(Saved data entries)
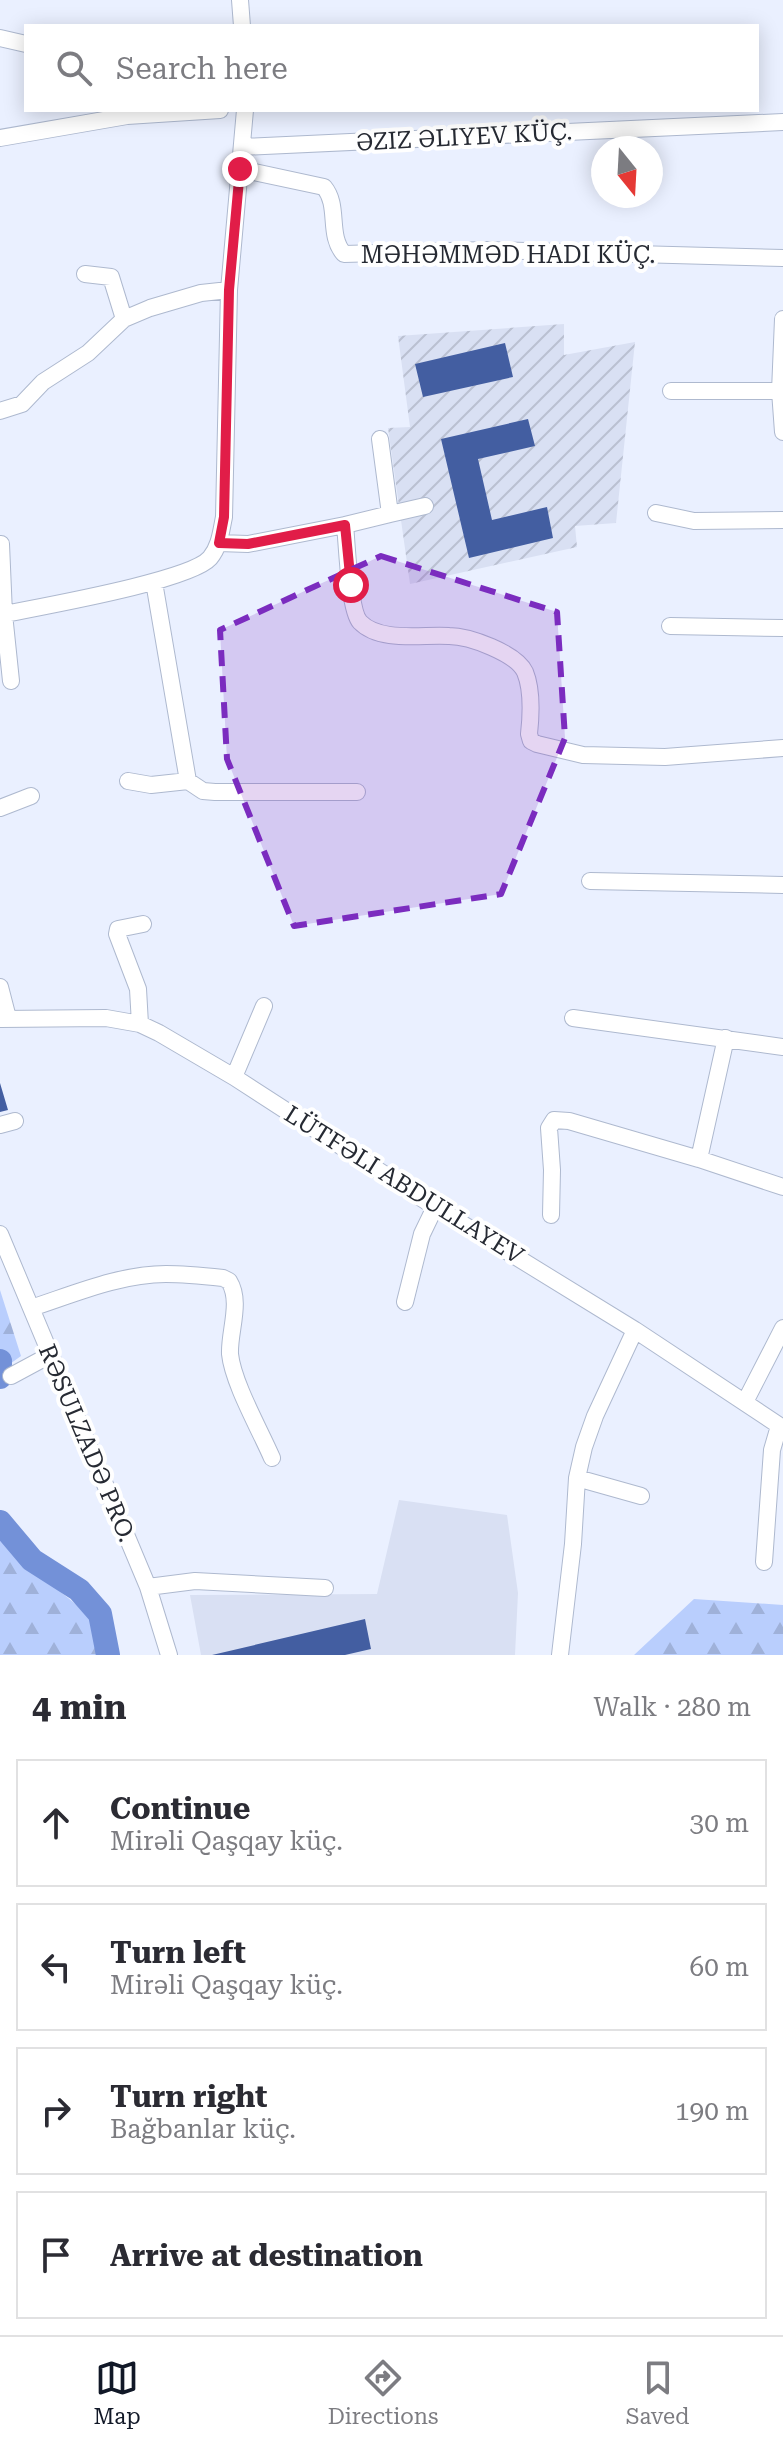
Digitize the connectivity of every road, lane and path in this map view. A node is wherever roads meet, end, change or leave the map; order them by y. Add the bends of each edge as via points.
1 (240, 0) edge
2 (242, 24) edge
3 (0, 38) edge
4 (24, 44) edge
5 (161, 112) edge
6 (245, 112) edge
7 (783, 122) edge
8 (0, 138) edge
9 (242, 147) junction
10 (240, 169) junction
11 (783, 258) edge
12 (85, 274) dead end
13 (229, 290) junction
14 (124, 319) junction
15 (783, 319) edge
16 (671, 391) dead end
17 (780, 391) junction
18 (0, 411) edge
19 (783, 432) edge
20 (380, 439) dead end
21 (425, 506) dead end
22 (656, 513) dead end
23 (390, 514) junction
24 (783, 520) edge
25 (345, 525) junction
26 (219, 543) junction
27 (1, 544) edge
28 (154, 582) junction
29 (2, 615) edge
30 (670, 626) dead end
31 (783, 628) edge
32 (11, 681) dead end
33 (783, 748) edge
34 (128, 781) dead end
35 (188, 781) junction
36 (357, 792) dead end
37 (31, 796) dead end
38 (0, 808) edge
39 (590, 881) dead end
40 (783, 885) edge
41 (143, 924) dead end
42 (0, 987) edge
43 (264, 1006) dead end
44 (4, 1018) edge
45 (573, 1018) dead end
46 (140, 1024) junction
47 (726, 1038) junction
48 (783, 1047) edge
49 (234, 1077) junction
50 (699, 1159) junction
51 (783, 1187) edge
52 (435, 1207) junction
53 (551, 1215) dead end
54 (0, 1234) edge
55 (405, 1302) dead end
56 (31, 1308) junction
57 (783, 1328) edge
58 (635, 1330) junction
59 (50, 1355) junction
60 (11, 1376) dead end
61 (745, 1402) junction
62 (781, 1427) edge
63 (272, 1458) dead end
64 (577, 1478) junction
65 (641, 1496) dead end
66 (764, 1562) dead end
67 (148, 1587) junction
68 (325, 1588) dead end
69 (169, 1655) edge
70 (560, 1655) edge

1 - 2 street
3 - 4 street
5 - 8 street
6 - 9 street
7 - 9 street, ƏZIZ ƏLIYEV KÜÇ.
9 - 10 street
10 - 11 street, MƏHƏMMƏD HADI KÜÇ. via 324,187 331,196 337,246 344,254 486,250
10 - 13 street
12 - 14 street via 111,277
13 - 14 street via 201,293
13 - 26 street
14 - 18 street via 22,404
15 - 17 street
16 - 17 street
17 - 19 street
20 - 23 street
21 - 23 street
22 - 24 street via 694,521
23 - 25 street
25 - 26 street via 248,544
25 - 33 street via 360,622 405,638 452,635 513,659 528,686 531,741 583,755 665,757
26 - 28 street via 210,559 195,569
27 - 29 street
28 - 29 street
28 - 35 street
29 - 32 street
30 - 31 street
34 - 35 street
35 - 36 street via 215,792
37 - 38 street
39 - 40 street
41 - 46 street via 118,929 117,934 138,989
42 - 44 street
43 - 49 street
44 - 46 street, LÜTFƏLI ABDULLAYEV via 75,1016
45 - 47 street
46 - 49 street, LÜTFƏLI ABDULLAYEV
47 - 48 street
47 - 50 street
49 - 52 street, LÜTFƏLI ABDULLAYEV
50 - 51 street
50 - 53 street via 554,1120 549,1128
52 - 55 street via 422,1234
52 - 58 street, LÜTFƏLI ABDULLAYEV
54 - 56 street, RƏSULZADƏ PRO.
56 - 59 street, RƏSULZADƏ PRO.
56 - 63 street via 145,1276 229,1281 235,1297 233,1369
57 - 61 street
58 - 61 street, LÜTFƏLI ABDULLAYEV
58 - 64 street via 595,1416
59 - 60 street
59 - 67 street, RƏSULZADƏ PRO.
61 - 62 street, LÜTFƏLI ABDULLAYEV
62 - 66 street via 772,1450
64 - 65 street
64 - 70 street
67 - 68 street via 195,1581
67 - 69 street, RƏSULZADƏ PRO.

...

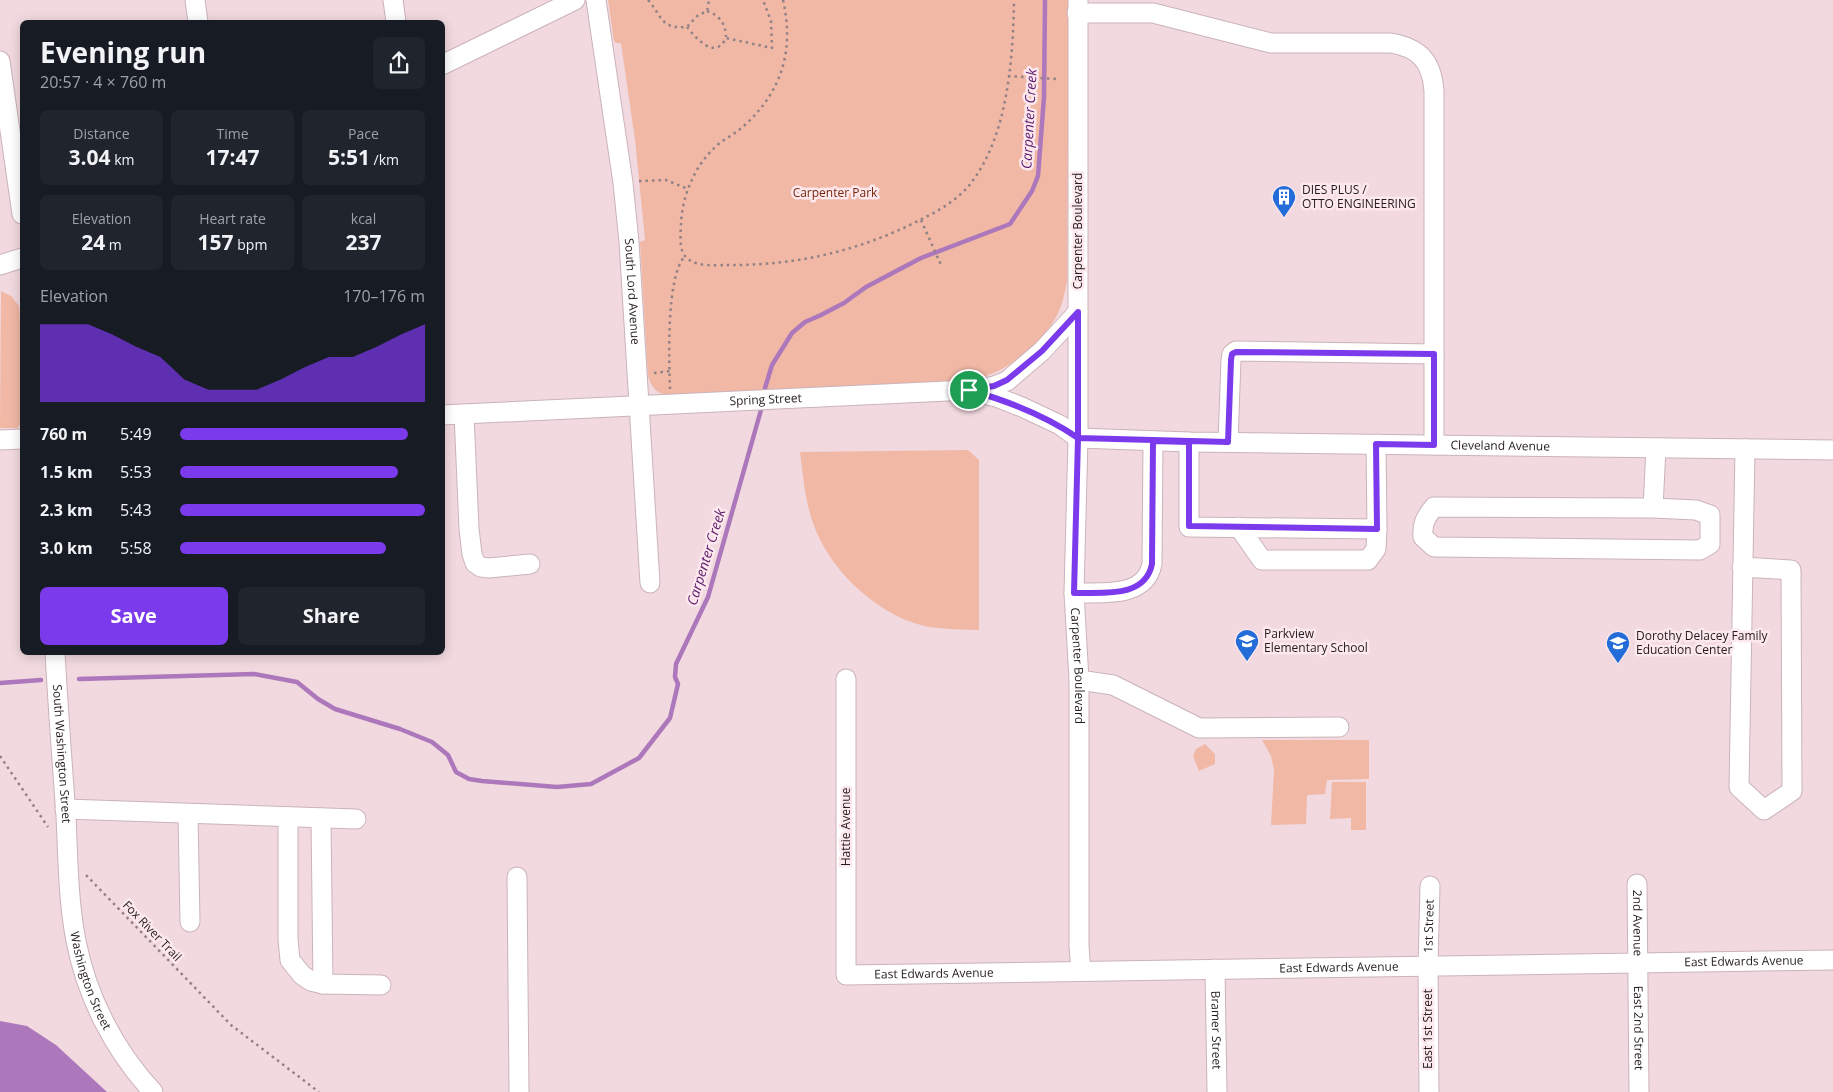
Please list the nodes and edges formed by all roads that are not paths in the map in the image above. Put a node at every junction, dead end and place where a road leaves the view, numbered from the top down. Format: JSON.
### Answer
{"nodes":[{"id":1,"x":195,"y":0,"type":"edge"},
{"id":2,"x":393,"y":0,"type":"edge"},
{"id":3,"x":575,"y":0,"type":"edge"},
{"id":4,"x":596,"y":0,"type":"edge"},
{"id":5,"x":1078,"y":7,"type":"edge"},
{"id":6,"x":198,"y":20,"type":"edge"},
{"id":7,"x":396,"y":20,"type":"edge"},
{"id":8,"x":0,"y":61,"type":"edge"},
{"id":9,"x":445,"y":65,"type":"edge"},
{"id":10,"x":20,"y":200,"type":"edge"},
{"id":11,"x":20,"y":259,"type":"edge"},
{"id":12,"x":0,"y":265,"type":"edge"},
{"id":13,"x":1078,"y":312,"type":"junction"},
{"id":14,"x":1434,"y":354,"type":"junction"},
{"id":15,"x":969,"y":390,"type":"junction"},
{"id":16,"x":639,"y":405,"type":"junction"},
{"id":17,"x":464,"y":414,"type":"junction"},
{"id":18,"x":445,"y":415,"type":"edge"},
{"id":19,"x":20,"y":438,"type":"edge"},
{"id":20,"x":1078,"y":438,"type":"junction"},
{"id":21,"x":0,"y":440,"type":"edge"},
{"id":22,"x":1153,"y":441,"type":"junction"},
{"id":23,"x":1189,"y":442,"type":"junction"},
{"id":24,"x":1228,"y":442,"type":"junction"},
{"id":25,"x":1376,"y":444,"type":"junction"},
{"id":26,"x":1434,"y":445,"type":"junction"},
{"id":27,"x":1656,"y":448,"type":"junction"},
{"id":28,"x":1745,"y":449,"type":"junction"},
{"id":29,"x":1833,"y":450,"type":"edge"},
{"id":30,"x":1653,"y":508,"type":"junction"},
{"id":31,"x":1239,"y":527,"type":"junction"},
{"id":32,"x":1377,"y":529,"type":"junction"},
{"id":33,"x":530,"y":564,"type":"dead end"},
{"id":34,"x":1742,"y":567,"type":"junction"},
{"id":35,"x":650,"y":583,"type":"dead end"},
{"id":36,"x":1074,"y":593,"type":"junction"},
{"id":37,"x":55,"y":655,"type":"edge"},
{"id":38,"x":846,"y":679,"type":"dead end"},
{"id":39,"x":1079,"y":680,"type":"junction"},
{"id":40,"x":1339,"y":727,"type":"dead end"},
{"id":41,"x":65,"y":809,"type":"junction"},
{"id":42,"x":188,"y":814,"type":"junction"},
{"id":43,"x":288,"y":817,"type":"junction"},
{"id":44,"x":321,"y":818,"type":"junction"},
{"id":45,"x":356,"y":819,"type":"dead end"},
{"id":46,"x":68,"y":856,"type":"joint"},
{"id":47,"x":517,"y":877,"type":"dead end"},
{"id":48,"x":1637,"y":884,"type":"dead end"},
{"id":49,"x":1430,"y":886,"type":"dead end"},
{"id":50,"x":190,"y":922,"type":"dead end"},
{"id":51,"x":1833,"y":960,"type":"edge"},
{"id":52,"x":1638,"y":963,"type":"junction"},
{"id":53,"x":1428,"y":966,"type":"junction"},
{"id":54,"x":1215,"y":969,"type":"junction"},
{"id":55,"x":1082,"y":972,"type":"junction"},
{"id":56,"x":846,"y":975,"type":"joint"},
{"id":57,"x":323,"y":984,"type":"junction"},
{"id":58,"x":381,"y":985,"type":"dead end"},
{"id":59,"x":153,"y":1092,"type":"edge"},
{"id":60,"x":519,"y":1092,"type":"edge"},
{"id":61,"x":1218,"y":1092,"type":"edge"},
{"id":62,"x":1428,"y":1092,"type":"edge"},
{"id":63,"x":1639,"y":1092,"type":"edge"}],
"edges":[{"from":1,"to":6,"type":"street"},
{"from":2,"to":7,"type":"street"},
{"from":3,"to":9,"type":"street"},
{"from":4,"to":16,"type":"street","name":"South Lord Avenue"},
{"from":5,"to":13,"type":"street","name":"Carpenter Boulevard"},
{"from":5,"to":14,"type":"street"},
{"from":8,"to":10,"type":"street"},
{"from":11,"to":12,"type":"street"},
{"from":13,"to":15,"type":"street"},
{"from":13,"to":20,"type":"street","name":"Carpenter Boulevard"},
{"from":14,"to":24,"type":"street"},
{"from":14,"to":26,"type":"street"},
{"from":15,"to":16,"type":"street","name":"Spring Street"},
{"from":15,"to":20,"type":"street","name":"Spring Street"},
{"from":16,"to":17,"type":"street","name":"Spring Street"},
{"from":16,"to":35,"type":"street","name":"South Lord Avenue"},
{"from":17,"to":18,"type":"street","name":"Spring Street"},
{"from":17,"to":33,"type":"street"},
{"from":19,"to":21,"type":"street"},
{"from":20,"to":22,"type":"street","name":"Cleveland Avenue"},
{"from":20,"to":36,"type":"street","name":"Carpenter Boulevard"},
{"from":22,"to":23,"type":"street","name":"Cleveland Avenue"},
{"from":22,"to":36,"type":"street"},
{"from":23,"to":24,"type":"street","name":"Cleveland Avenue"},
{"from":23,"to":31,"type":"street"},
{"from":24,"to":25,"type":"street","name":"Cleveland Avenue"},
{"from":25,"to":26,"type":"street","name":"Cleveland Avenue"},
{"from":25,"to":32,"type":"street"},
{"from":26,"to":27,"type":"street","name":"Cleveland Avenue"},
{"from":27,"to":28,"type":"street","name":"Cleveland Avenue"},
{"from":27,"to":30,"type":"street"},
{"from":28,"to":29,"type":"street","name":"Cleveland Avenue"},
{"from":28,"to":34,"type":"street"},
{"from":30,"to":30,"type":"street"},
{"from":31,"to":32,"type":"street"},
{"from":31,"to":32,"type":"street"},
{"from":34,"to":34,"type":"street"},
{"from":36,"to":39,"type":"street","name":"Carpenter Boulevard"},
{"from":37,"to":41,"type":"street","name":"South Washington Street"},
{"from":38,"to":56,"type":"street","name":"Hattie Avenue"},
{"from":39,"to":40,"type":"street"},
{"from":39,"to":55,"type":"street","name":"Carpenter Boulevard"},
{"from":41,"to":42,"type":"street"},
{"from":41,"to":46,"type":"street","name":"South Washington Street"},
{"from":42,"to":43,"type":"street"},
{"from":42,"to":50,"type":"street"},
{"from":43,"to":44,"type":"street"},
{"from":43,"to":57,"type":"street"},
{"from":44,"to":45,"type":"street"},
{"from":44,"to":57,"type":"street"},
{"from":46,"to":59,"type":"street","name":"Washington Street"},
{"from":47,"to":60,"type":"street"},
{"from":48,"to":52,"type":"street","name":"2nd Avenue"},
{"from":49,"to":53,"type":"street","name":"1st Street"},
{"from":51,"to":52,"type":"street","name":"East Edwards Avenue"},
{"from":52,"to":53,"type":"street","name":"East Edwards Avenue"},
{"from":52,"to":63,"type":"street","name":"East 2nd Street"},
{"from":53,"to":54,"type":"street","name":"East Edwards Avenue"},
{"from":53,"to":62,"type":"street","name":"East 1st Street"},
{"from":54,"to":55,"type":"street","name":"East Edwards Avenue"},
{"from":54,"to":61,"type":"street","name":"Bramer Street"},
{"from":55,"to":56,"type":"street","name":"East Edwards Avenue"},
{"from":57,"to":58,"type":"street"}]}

Work to complete:
Copy every line from the records above that contains the word "joint".

Your response:
{"id":46,"x":68,"y":856,"type":"joint"},
{"id":56,"x":846,"y":975,"type":"joint"},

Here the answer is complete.